Mock-epic is a long narrative poem, which satisfies all the tests of epic poetry. It is a literary work in which the epic or heroic tradition is ridiculed or mocked, like the cutting off a lock of a women’s hair, which is the story that is related to Pope in the Rape of the lock. Ian Jack in this regard, observes that a mock-heroic poem is a parody of the epic. He adds, “in mock epic, a dignified gentle is turned to witty use without being cheapened in any way. The poet has an opportunity of ridiculing through incongruity, and of affording his reader the sophisticated pleasure o recognizing ironical parallel to familiar passages in Homer and Virgil.”
In fact, the target of the attack, in such a poem may be a person or a society. The subject of such a poem is trivial or of such nature which arouses laughter. Pope has described the theft of a lock of hair and the quarrel, which arose an account of this in full pomp and splendor of epic verse. For that reason, it can be said that no poet has ever succeeded so well in suing a vast force to lift a feather.
Mock-epic (in detail)
Hazlitt has called the poem the Rape up the Lock the perfection of the mock-epic. It belongs to the literary type, called burlesque or parody of a large scale. Pope makes the framework of his poem a parody of the epic tradition. It contains among others, a parody of Homer (in the description of battle), Virgil, Aristotle, and Milton. The parallels to Paradise lost of Milton and Pope’s The Rape of the Lock are numerous. But the most crucial parallel l is these scene, which occurs just before the cutting of the lock. When Ariel discovers the secret longing of the beautiful Belinda, he finds an earthly lover lurking in Belinda’s heart:
“Sudden he viewed, in spite of all her art,
An earthly lover lurking at her heart,
Amazed confused, he found his power expired,
Resigned to fate, and with sigh retired.”

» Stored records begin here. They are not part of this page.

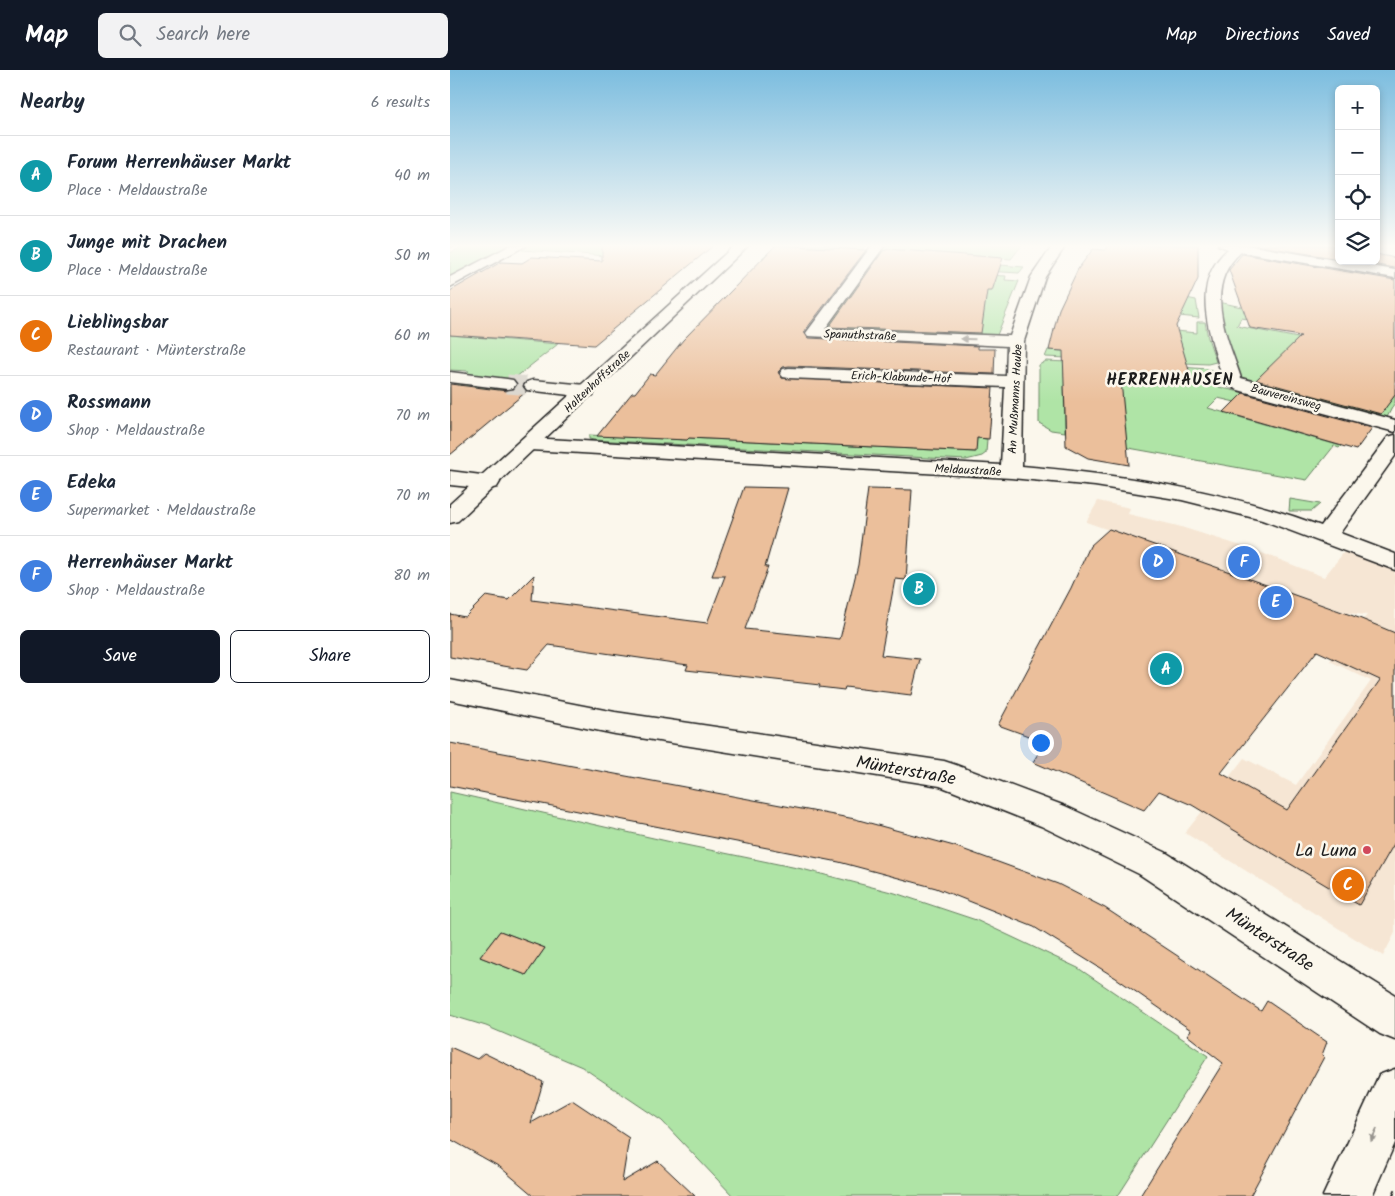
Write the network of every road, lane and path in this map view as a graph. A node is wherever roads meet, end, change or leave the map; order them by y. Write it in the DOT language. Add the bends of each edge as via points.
graph roads {
  1 [pos="685,298"];
  2 [pos="839,298"];
  3 [pos="1031,298"];
  4 [pos="1212,298"];
  5 [pos="1016,342"];
  6 [pos="788,373"];
  7 [pos="450,377"];
  8 [pos="1014,382"];
  9 [pos="507,384"];
  10 [pos="533,386"];
  11 [pos="586,391"];
  12 [pos="1395,426"];
  13 [pos="1395,441"];
  14 [pos="530,444"];
  15 [pos="1011,472"];
  16 [pos="450,478"];
  17 [pos="488,482"];
  18 [pos="450,516"];
  19 [pos="1326,536"];
  20 [pos="1395,563"];
  21 [pos="450,690"];
  22 [pos="1395,1019"];
  23 [pos="1395,1091"];
  24 [pos="1347,1196"];
  1 -- 11 [label="street, Haltenhoffstraße"];
  5 -- 2 [label="street, Spanuthstraße, one-way" via="814,333"];
  3 -- 5 [label="street, An Mußmanns Haube"];
  4 -- 12 [label="street, Bauvereinsweg" via="1233,381"];
  5 -- 8 [label="street, An Mußmanns Haube"];
  6 -- 8 [label="street, Erich-Klabunde-Hof"];
  7 -- 9 [label="street"];
  8 -- 15 [label="street, An Mußmanns Haube"];
  10 -- 11 [label="street"];
  11 -- 14 [label="street, Haltenhoffstraße"];
  13 -- 19 [label="street"];
  14 -- 15 [label="street, Meldaustraße"];
  14 -- 17 [label="street, Haltenhoffstraße"];
  15 -- 19 [label="street, Meldaustraße" via="1095,479 1182,493 1270,515"];
  16 -- 17 [label="street"];
  17 -- 18 [label="street, Haltenhoffstraße"];
  19 -- 20 [label="street, Meldaustraße"];
  21 -- 22 [label="street, Münterstraße" via="615,723 944,774 966,781 1053,816 1152,863"];
  23 -- 24 [label="street, one-way"];
}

Pope himself called the Rape of the Lock a heroic comical poem (mock-epic). It belongs to the class of literature called burlesque which is a parody on large scale. In the poem, Pope portrays the follies and faults of the upper-class society of London of the eighteenth century. The central figure is a beautiful but frivolous girl and another character who is a dandy and amorous-minded baron.

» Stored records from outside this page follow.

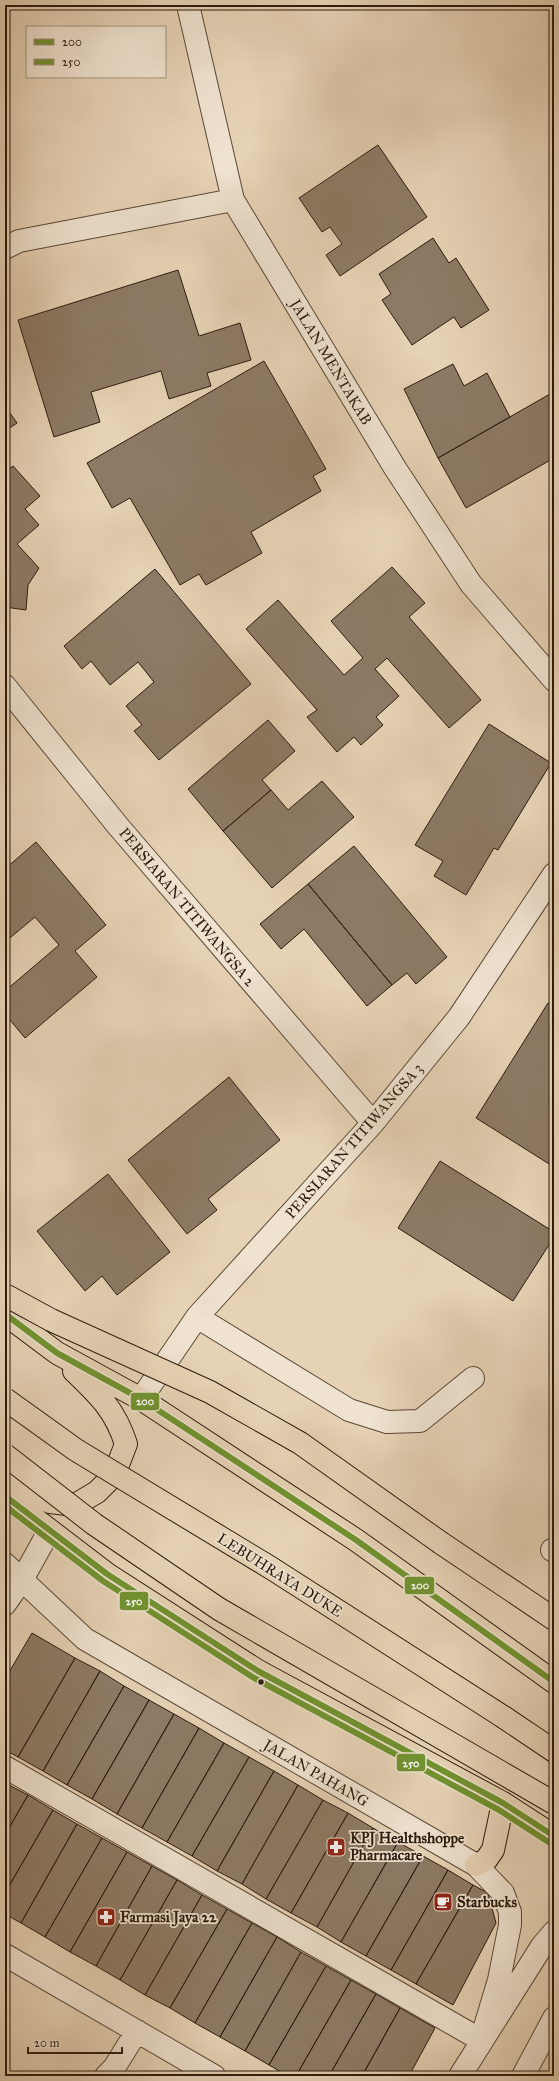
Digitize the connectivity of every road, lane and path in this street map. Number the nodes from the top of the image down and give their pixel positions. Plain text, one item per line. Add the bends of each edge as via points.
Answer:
1 (188, 5) edge
2 (233, 200) junction
3 (5, 248) edge
4 (554, 680) edge
5 (5, 686) edge
6 (554, 874) edge
7 (373, 1123) junction
8 (5, 1295) edge
9 (5, 1314) edge
10 (197, 1317) junction
11 (57, 1353) junction
12 (473, 1378) dead end
13 (5, 1399) edge
14 (141, 1399) junction
15 (5, 1455) edge
16 (5, 1483) edge
17 (5, 1496) edge
18 (49, 1531) junction
19 (5, 1564) edge
20 (22, 1580) junction
21 (5, 1604) edge
22 (554, 1619) edge
23 (554, 1682) edge
24 (554, 1751) edge
25 (5, 1767) edge
26 (503, 1803) junction
27 (554, 1803) edge
28 (554, 1836) edge
29 (476, 1866) junction
30 (550, 1944) edge
31 (5, 1955) edge
32 (554, 2018) edge
33 (137, 2031) junction
34 (482, 2040) junction
35 (201, 2073) edge
36 (106, 2076) edge
37 (460, 2076) edge
38 (523, 2076) edge

1 - 2 street, JALAN MENTAKAB
2 - 3 street via 19,241
2 - 4 street, JALAN MENTAKAB via 395,468 472,584
5 - 7 street, PERSIARAN TITIWANGSA 2 via 138,850
6 - 7 street, PERSIARAN TITIWANGSA 3 via 459,1017
7 - 10 street, PERSIARAN TITIWANGSA 3
8 - 22 main road, bridge via 51,1320 210,1392 300,1443
9 - 11 main road
10 - 12 street via 349,1410 387,1422 420,1421
10 - 14 street, PERSIARAN TITIWANGSA 3
11 - 14 main road
11 - 16 main road via 101,1397 119,1422 126,1444 114,1475 97,1492 74,1505 50,1502
13 - 24 main road, LEBUHRAYA DUKE, bridge via 76,1450 271,1568
14 - 23 main road via 356,1540
15 - 27 main road, bridge via 94,1524 219,1609
17 - 18 main road
18 - 20 street
18 - 26 main road via 107,1574 258,1671
19 - 20 street, JALAN PAHANG
20 - 21 street
20 - 29 street, JALAN PAHANG via 85,1639
25 - 34 street
26 - 28 main road
26 - 29 main road via 493,1850 486,1860
29 - 34 street, JALAN PAHANG via 503,1893 510,1912 499,1980
30 - 34 street
31 - 33 street
32 - 38 street
33 - 35 street
33 - 36 street via 114,2068
34 - 37 street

The title of the story itself indicates the mock-heroic effect. The word “Rape” is always used for a serious moral offense, which means that the chastity of a woman has been violated by force and that too against her will. But Pope has used it in a different but amusing manner. The cutting of the lock of Belinda’s hair by the baron is against her will but has been explained in a mock-serious vein. The title evokes nothing but the mock-heroic sensation.
The action in the poem opens with the awakening of Belinda, the heroine of the poem when her pet dog shock licks her feet with his tongue. Belinda has been shown by Pope as the goddess of beauty while the luster of her eyes has been portrayed as excelling that of the sun:
“Sol, through white curtains, shot a timorous ray,
And opened those eyes that must eclipse the day”
The poem consists of four cantos, very much like an epic poem, and beings with an invocation which is one of the characteristics of an epic. In the Rape of the Lock, Pope introduces the divine machinery, which also forms a characteristic of an epic. The heroine Belinda is put under the care of light militia of the lower sky.”
The supernatural machinery included in the poem is small and insignificant things. They guard the heroine when the fight between the followers of Belinda and those of the Baron begins. They take part like the gods and goddesses in the trojan war.
Propped don their bodkin spears, the spirits survey,
The growing combat or assist the fray
Final words…
The Rape of the Lock: in short is a mock-heroic poem, in which a trivial incident has been treated in a manner that it is befitting to say that a vast force has been lifted with a feather. Hazlitt, in this respect, observes:
“No pains are spared, no profusion of ornament, no splendor of diction, to set off the meanest thing. The balance between the concealed irony and the assumed gravity is nicely trimmed. The little is made great and the great is made little. It is the triumph of insignificance, the apotheosis of foppery and folly. It is the perfection of the mock-heroic. Thus, in The Rape of the Loc, the poet has heightened the little, exalted the insignificant, in order to make the little and the insignificant ook more ridiculous.”